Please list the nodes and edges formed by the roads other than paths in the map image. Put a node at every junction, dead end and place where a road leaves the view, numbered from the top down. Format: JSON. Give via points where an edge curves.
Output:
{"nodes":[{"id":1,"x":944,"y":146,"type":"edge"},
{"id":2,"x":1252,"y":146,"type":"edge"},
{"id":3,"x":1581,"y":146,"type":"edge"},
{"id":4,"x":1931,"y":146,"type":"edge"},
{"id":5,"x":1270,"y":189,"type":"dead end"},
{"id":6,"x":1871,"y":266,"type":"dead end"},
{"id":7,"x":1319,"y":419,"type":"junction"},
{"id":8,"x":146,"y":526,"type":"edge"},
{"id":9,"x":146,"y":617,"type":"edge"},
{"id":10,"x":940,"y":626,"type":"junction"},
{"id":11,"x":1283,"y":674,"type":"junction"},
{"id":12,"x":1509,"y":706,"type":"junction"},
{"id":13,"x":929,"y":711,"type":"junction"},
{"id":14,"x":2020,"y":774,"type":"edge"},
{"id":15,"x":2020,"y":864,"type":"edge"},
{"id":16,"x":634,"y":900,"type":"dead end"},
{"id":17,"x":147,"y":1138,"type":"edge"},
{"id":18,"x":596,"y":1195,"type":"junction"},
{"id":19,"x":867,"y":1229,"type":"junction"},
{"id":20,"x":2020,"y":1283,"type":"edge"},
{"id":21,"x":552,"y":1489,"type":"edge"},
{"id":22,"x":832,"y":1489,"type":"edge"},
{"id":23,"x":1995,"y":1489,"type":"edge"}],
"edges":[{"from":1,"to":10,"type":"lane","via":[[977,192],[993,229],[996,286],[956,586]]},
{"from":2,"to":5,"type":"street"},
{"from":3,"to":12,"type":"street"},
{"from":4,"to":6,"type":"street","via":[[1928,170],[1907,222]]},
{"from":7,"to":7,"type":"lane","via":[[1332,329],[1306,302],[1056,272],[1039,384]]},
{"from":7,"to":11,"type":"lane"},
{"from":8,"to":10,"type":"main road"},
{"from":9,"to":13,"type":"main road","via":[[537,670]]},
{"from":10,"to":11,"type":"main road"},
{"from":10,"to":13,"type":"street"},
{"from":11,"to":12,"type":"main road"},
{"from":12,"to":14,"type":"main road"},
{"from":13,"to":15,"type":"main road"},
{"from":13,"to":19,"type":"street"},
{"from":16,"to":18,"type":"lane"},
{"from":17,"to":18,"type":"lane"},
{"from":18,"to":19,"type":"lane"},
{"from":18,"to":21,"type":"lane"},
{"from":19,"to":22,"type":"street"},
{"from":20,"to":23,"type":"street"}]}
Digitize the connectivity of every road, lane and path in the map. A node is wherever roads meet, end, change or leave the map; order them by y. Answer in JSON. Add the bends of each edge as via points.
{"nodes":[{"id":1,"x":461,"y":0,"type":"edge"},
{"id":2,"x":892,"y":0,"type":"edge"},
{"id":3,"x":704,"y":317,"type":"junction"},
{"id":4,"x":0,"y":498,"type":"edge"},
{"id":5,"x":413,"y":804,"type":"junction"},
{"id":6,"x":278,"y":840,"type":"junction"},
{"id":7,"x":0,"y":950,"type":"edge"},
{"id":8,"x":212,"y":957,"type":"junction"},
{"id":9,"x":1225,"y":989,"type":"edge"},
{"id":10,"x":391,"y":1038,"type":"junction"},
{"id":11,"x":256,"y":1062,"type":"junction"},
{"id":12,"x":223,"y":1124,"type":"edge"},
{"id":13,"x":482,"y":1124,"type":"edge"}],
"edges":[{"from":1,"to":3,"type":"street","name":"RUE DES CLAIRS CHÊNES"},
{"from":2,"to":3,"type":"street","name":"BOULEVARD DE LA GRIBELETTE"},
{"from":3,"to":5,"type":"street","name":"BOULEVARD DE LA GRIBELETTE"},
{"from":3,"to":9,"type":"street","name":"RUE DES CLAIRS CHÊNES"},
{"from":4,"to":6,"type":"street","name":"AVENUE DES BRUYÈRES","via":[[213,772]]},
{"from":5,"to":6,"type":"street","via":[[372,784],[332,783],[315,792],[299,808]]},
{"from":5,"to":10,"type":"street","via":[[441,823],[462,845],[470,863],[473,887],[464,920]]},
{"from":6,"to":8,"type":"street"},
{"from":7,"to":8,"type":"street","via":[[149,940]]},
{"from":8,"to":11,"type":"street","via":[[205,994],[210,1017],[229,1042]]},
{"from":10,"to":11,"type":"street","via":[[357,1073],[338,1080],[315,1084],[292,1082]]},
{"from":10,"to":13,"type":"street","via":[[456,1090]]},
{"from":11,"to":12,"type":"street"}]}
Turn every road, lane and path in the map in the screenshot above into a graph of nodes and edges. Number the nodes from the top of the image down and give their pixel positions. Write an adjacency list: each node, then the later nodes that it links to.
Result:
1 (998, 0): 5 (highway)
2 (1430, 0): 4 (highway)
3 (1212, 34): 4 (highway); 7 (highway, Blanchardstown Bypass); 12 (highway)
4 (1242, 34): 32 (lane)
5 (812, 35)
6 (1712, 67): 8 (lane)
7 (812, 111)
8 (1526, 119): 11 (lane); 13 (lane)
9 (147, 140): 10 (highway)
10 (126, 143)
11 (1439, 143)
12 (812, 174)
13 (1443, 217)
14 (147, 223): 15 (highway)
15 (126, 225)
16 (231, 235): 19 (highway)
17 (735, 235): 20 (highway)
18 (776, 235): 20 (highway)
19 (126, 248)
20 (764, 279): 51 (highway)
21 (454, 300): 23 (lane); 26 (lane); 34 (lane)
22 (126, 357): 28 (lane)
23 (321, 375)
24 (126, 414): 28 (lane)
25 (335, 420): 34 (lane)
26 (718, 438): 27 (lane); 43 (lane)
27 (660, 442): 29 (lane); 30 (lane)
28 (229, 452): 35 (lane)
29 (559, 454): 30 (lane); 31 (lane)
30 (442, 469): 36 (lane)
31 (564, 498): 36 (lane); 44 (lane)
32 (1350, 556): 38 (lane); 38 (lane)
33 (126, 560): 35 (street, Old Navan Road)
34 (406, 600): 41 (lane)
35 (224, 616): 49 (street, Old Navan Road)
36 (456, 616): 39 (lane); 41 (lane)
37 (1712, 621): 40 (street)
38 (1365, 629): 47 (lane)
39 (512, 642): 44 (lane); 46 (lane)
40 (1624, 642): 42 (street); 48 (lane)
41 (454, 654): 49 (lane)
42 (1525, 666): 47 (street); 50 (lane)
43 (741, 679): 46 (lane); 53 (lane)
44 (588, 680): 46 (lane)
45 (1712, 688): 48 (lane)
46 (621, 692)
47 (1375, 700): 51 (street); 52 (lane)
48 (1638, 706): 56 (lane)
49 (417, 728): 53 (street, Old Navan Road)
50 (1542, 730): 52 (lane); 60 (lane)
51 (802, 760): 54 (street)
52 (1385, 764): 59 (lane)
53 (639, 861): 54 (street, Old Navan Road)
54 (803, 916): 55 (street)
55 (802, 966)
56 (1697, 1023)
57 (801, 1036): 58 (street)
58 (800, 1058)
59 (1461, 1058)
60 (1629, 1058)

■ **Exercise objective**: All entries shown above should be printed again exactly.

■ **Written answer**:
Please list the nodes and edges formed by the roads other than paths in the map image. Put a node at every junction, dead end and place where a road leaves the view, numbered from the top down. Format: JSON. Give via points where an edge curves.
Output:
{"nodes":[{"id":1,"x":944,"y":146,"type":"edge"},
{"id":2,"x":1252,"y":146,"type":"edge"},
{"id":3,"x":1581,"y":146,"type":"edge"},
{"id":4,"x":1931,"y":146,"type":"edge"},
{"id":5,"x":1270,"y":189,"type":"dead end"},
{"id":6,"x":1871,"y":266,"type":"dead end"},
{"id":7,"x":1319,"y":419,"type":"junction"},
{"id":8,"x":146,"y":526,"type":"edge"},
{"id":9,"x":146,"y":617,"type":"edge"},
{"id":10,"x":940,"y":626,"type":"junction"},
{"id":11,"x":1283,"y":674,"type":"junction"},
{"id":12,"x":1509,"y":706,"type":"junction"},
{"id":13,"x":929,"y":711,"type":"junction"},
{"id":14,"x":2020,"y":774,"type":"edge"},
{"id":15,"x":2020,"y":864,"type":"edge"},
{"id":16,"x":634,"y":900,"type":"dead end"},
{"id":17,"x":147,"y":1138,"type":"edge"},
{"id":18,"x":596,"y":1195,"type":"junction"},
{"id":19,"x":867,"y":1229,"type":"junction"},
{"id":20,"x":2020,"y":1283,"type":"edge"},
{"id":21,"x":552,"y":1489,"type":"edge"},
{"id":22,"x":832,"y":1489,"type":"edge"},
{"id":23,"x":1995,"y":1489,"type":"edge"}],
"edges":[{"from":1,"to":10,"type":"lane","via":[[977,192],[993,229],[996,286],[956,586]]},
{"from":2,"to":5,"type":"street"},
{"from":3,"to":12,"type":"street"},
{"from":4,"to":6,"type":"street","via":[[1928,170],[1907,222]]},
{"from":7,"to":7,"type":"lane","via":[[1332,329],[1306,302],[1056,272],[1039,384]]},
{"from":7,"to":11,"type":"lane"},
{"from":8,"to":10,"type":"main road"},
{"from":9,"to":13,"type":"main road","via":[[537,670]]},
{"from":10,"to":11,"type":"main road"},
{"from":10,"to":13,"type":"street"},
{"from":11,"to":12,"type":"main road"},
{"from":12,"to":14,"type":"main road"},
{"from":13,"to":15,"type":"main road"},
{"from":13,"to":19,"type":"street"},
{"from":16,"to":18,"type":"lane"},
{"from":17,"to":18,"type":"lane"},
{"from":18,"to":19,"type":"lane"},
{"from":18,"to":21,"type":"lane"},
{"from":19,"to":22,"type":"street"},
{"from":20,"to":23,"type":"street"}]}
Digitize the connectivity of every road, lane and path in the map. A node is wherever roads meet, end, change or leave the map; order them by y. Answer in JSON. Add the bends of each edge as via points.
{"nodes":[{"id":1,"x":461,"y":0,"type":"edge"},
{"id":2,"x":892,"y":0,"type":"edge"},
{"id":3,"x":704,"y":317,"type":"junction"},
{"id":4,"x":0,"y":498,"type":"edge"},
{"id":5,"x":413,"y":804,"type":"junction"},
{"id":6,"x":278,"y":840,"type":"junction"},
{"id":7,"x":0,"y":950,"type":"edge"},
{"id":8,"x":212,"y":957,"type":"junction"},
{"id":9,"x":1225,"y":989,"type":"edge"},
{"id":10,"x":391,"y":1038,"type":"junction"},
{"id":11,"x":256,"y":1062,"type":"junction"},
{"id":12,"x":223,"y":1124,"type":"edge"},
{"id":13,"x":482,"y":1124,"type":"edge"}],
"edges":[{"from":1,"to":3,"type":"street","name":"RUE DES CLAIRS CHÊNES"},
{"from":2,"to":3,"type":"street","name":"BOULEVARD DE LA GRIBELETTE"},
{"from":3,"to":5,"type":"street","name":"BOULEVARD DE LA GRIBELETTE"},
{"from":3,"to":9,"type":"street","name":"RUE DES CLAIRS CHÊNES"},
{"from":4,"to":6,"type":"street","name":"AVENUE DES BRUYÈRES","via":[[213,772]]},
{"from":5,"to":6,"type":"street","via":[[372,784],[332,783],[315,792],[299,808]]},
{"from":5,"to":10,"type":"street","via":[[441,823],[462,845],[470,863],[473,887],[464,920]]},
{"from":6,"to":8,"type":"street"},
{"from":7,"to":8,"type":"street","via":[[149,940]]},
{"from":8,"to":11,"type":"street","via":[[205,994],[210,1017],[229,1042]]},
{"from":10,"to":11,"type":"street","via":[[357,1073],[338,1080],[315,1084],[292,1082]]},
{"from":10,"to":13,"type":"street","via":[[456,1090]]},
{"from":11,"to":12,"type":"street"}]}
Turn every road, lane and path in the map in the screenshot above into a graph of nodes and edges. Number the nodes from the top of the image down and give their pixel positions. Write an adjacency list: each node, then the later nodes that it links to.
Result:
1 (998, 0): 5 (highway)
2 (1430, 0): 4 (highway)
3 (1212, 34): 4 (highway); 7 (highway, Blanchardstown Bypass); 12 (highway)
4 (1242, 34): 32 (lane)
5 (812, 35)
6 (1712, 67): 8 (lane)
7 (812, 111)
8 (1526, 119): 11 (lane); 13 (lane)
9 (147, 140): 10 (highway)
10 (126, 143)
11 (1439, 143)
12 (812, 174)
13 (1443, 217)
14 (147, 223): 15 (highway)
15 (126, 225)
16 (231, 235): 19 (highway)
17 (735, 235): 20 (highway)
18 (776, 235): 20 (highway)
19 (126, 248)
20 (764, 279): 51 (highway)
21 (454, 300): 23 (lane); 26 (lane); 34 (lane)
22 (126, 357): 28 (lane)
23 (321, 375)
24 (126, 414): 28 (lane)
25 (335, 420): 34 (lane)
26 (718, 438): 27 (lane); 43 (lane)
27 (660, 442): 29 (lane); 30 (lane)
28 (229, 452): 35 (lane)
29 (559, 454): 30 (lane); 31 (lane)
30 (442, 469): 36 (lane)
31 (564, 498): 36 (lane); 44 (lane)
32 (1350, 556): 38 (lane); 38 (lane)
33 (126, 560): 35 (street, Old Navan Road)
34 (406, 600): 41 (lane)
35 (224, 616): 49 (street, Old Navan Road)
36 (456, 616): 39 (lane); 41 (lane)
37 (1712, 621): 40 (street)
38 (1365, 629): 47 (lane)
39 (512, 642): 44 (lane); 46 (lane)
40 (1624, 642): 42 (street); 48 (lane)
41 (454, 654): 49 (lane)
42 (1525, 666): 47 (street); 50 (lane)
43 (741, 679): 46 (lane); 53 (lane)
44 (588, 680): 46 (lane)
45 (1712, 688): 48 (lane)
46 (621, 692)
47 (1375, 700): 51 (street); 52 (lane)
48 (1638, 706): 56 (lane)
49 (417, 728): 53 (street, Old Navan Road)
50 (1542, 730): 52 (lane); 60 (lane)
51 (802, 760): 54 (street)
52 (1385, 764): 59 (lane)
53 (639, 861): 54 (street, Old Navan Road)
54 (803, 916): 55 (street)
55 (802, 966)
56 (1697, 1023)
57 (801, 1036): 58 (street)
58 (800, 1058)
59 (1461, 1058)
60 (1629, 1058)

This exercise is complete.